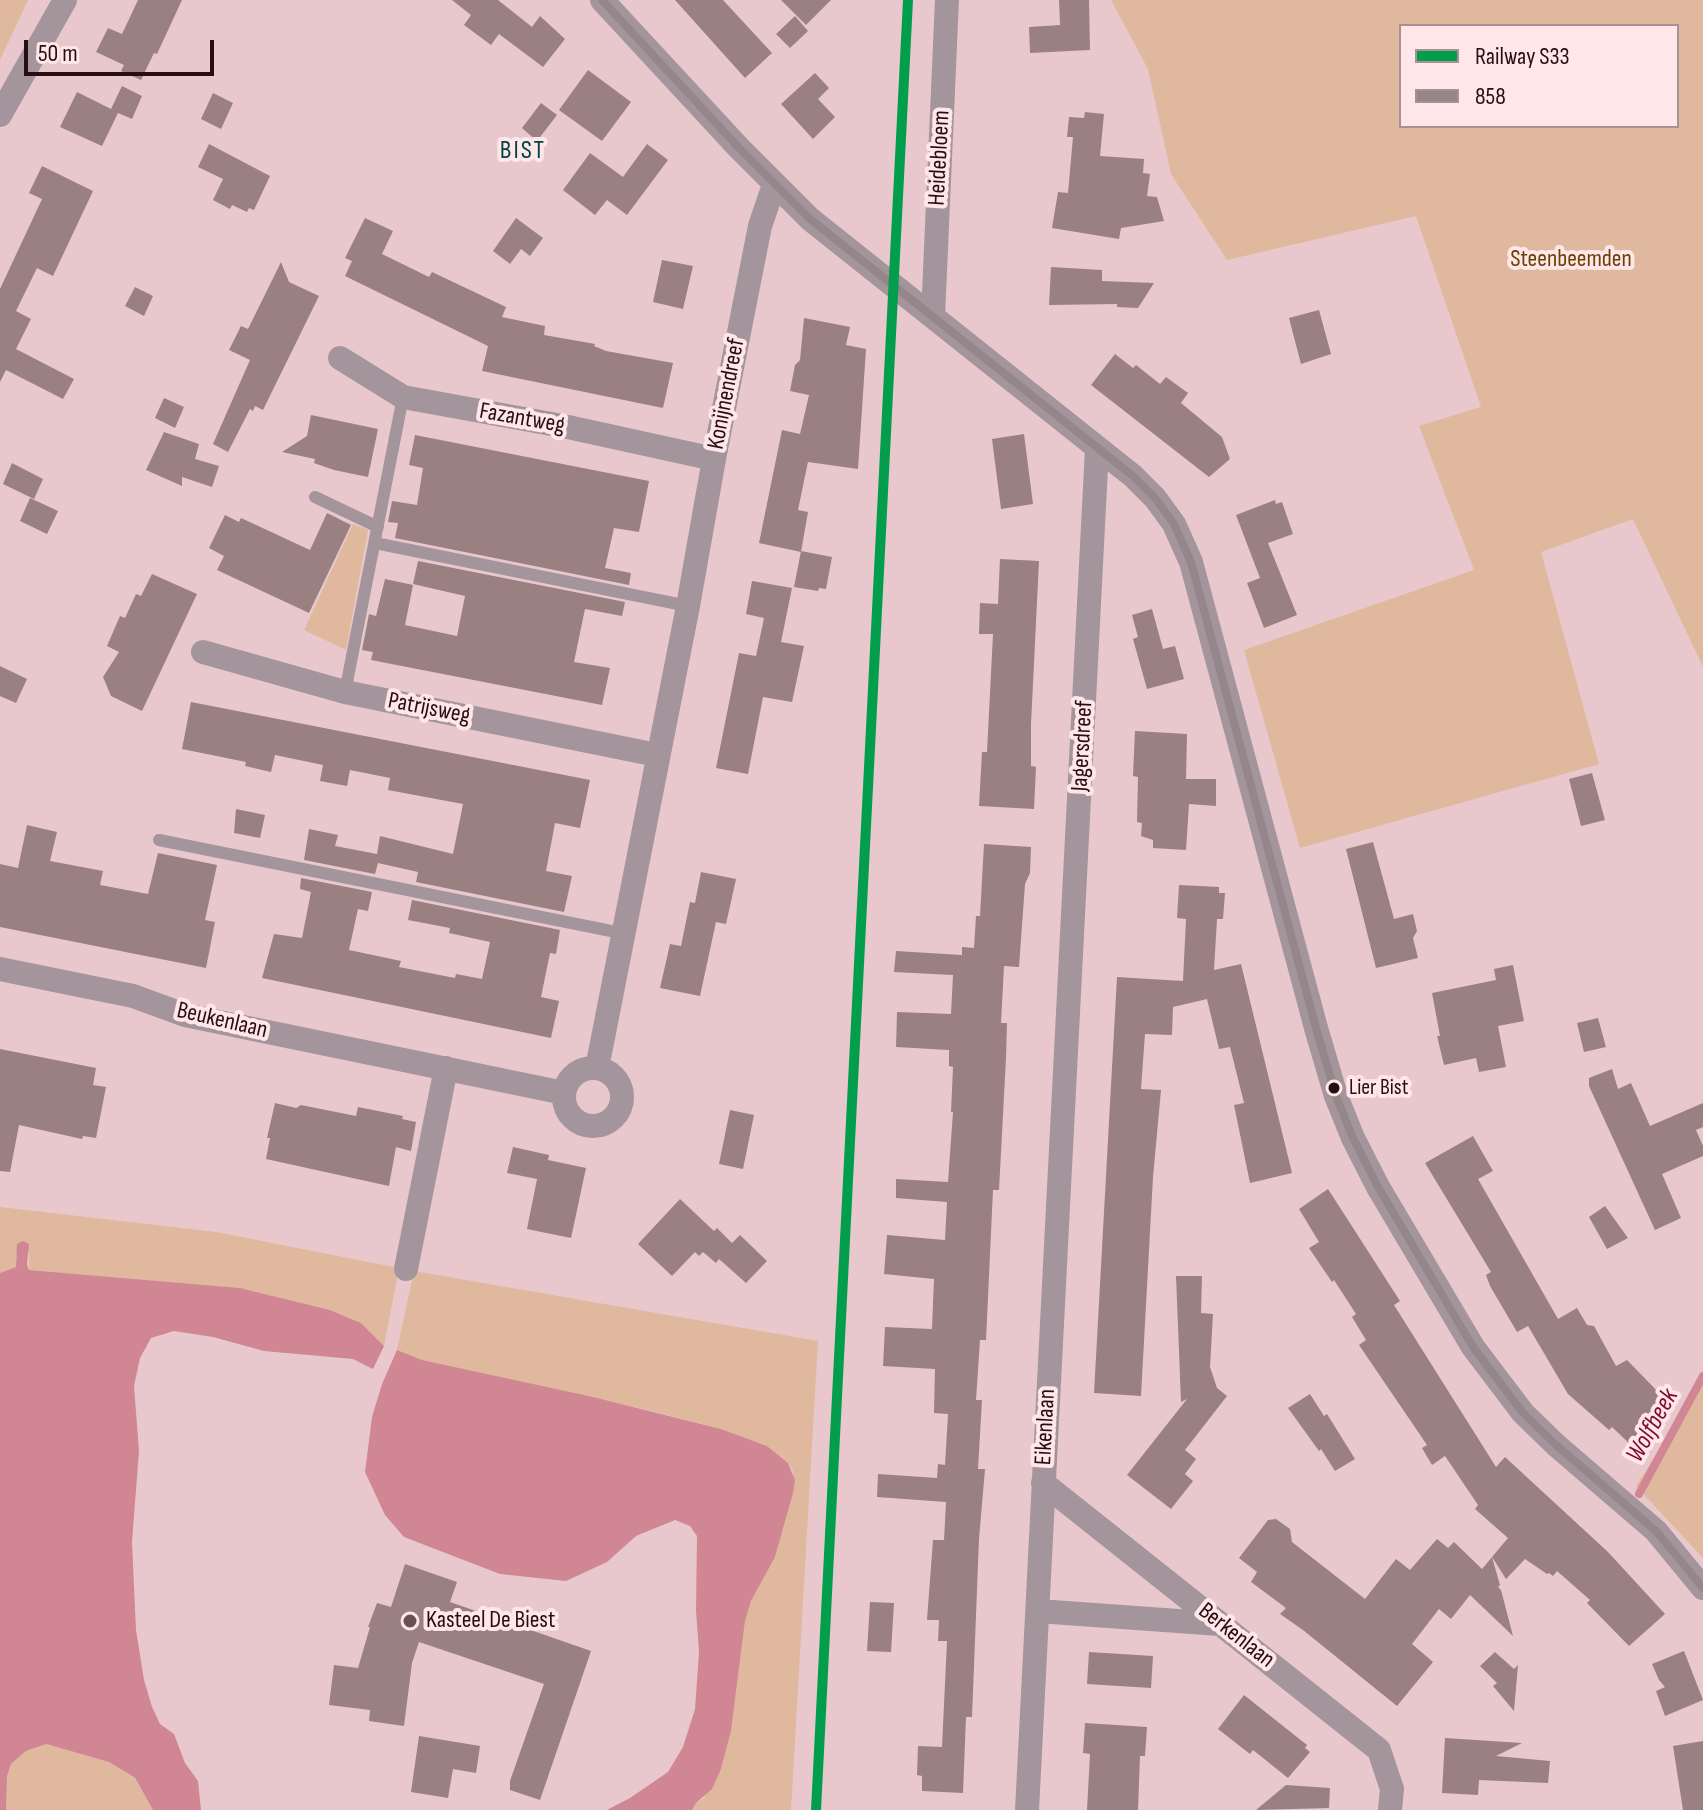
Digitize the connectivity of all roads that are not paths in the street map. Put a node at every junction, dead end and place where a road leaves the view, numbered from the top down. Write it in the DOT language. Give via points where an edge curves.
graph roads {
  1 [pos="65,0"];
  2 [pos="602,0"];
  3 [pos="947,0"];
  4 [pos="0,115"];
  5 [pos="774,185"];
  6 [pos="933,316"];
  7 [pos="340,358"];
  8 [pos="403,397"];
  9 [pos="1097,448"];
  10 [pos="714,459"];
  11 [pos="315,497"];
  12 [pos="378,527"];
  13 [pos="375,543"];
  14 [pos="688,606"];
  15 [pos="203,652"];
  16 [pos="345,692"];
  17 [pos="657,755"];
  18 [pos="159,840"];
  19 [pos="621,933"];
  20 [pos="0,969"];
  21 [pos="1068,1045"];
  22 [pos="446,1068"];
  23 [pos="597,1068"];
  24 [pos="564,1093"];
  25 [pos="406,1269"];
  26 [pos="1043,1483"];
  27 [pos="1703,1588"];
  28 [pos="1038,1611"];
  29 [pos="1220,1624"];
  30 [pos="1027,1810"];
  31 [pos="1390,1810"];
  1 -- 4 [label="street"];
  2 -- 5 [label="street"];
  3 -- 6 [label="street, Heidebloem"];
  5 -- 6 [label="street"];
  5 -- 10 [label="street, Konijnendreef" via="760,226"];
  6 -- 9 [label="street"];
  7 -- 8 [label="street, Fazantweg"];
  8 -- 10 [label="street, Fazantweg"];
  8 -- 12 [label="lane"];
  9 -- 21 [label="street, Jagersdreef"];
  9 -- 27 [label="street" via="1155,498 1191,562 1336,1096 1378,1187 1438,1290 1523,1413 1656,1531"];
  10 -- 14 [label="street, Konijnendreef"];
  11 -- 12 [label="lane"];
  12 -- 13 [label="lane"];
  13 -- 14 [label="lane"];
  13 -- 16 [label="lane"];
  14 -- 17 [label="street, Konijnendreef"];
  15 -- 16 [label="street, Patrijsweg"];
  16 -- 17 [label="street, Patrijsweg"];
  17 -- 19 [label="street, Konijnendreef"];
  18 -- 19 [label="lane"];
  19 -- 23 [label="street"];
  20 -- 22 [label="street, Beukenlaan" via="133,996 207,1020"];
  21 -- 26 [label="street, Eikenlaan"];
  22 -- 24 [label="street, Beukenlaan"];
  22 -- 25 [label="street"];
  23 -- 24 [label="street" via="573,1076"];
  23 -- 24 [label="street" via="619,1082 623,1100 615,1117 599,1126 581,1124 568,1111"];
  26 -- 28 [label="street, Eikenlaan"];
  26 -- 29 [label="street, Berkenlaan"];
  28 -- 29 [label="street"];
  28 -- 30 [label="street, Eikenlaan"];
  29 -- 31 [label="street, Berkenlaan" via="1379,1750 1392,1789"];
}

Task to complete
Repeat the listing word for word. Leave images out.

Answer box
Digitize the connectivity of all roads that are not paths in the street map. Put a node at every junction, dead end and place where a road leaves the view, numbered from the top down. Write it in the DOT language. Give via points where an edge curves.
graph roads {
  1 [pos="65,0"];
  2 [pos="602,0"];
  3 [pos="947,0"];
  4 [pos="0,115"];
  5 [pos="774,185"];
  6 [pos="933,316"];
  7 [pos="340,358"];
  8 [pos="403,397"];
  9 [pos="1097,448"];
  10 [pos="714,459"];
  11 [pos="315,497"];
  12 [pos="378,527"];
  13 [pos="375,543"];
  14 [pos="688,606"];
  15 [pos="203,652"];
  16 [pos="345,692"];
  17 [pos="657,755"];
  18 [pos="159,840"];
  19 [pos="621,933"];
  20 [pos="0,969"];
  21 [pos="1068,1045"];
  22 [pos="446,1068"];
  23 [pos="597,1068"];
  24 [pos="564,1093"];
  25 [pos="406,1269"];
  26 [pos="1043,1483"];
  27 [pos="1703,1588"];
  28 [pos="1038,1611"];
  29 [pos="1220,1624"];
  30 [pos="1027,1810"];
  31 [pos="1390,1810"];
  1 -- 4 [label="street"];
  2 -- 5 [label="street"];
  3 -- 6 [label="street, Heidebloem"];
  5 -- 6 [label="street"];
  5 -- 10 [label="street, Konijnendreef" via="760,226"];
  6 -- 9 [label="street"];
  7 -- 8 [label="street, Fazantweg"];
  8 -- 10 [label="street, Fazantweg"];
  8 -- 12 [label="lane"];
  9 -- 21 [label="street, Jagersdreef"];
  9 -- 27 [label="street" via="1155,498 1191,562 1336,1096 1378,1187 1438,1290 1523,1413 1656,1531"];
  10 -- 14 [label="street, Konijnendreef"];
  11 -- 12 [label="lane"];
  12 -- 13 [label="lane"];
  13 -- 14 [label="lane"];
  13 -- 16 [label="lane"];
  14 -- 17 [label="street, Konijnendreef"];
  15 -- 16 [label="street, Patrijsweg"];
  16 -- 17 [label="street, Patrijsweg"];
  17 -- 19 [label="street, Konijnendreef"];
  18 -- 19 [label="lane"];
  19 -- 23 [label="street"];
  20 -- 22 [label="street, Beukenlaan" via="133,996 207,1020"];
  21 -- 26 [label="street, Eikenlaan"];
  22 -- 24 [label="street, Beukenlaan"];
  22 -- 25 [label="street"];
  23 -- 24 [label="street" via="573,1076"];
  23 -- 24 [label="street" via="619,1082 623,1100 615,1117 599,1126 581,1124 568,1111"];
  26 -- 28 [label="street, Eikenlaan"];
  26 -- 29 [label="street, Berkenlaan"];
  28 -- 29 [label="street"];
  28 -- 30 [label="street, Eikenlaan"];
  29 -- 31 [label="street, Berkenlaan" via="1379,1750 1392,1789"];
}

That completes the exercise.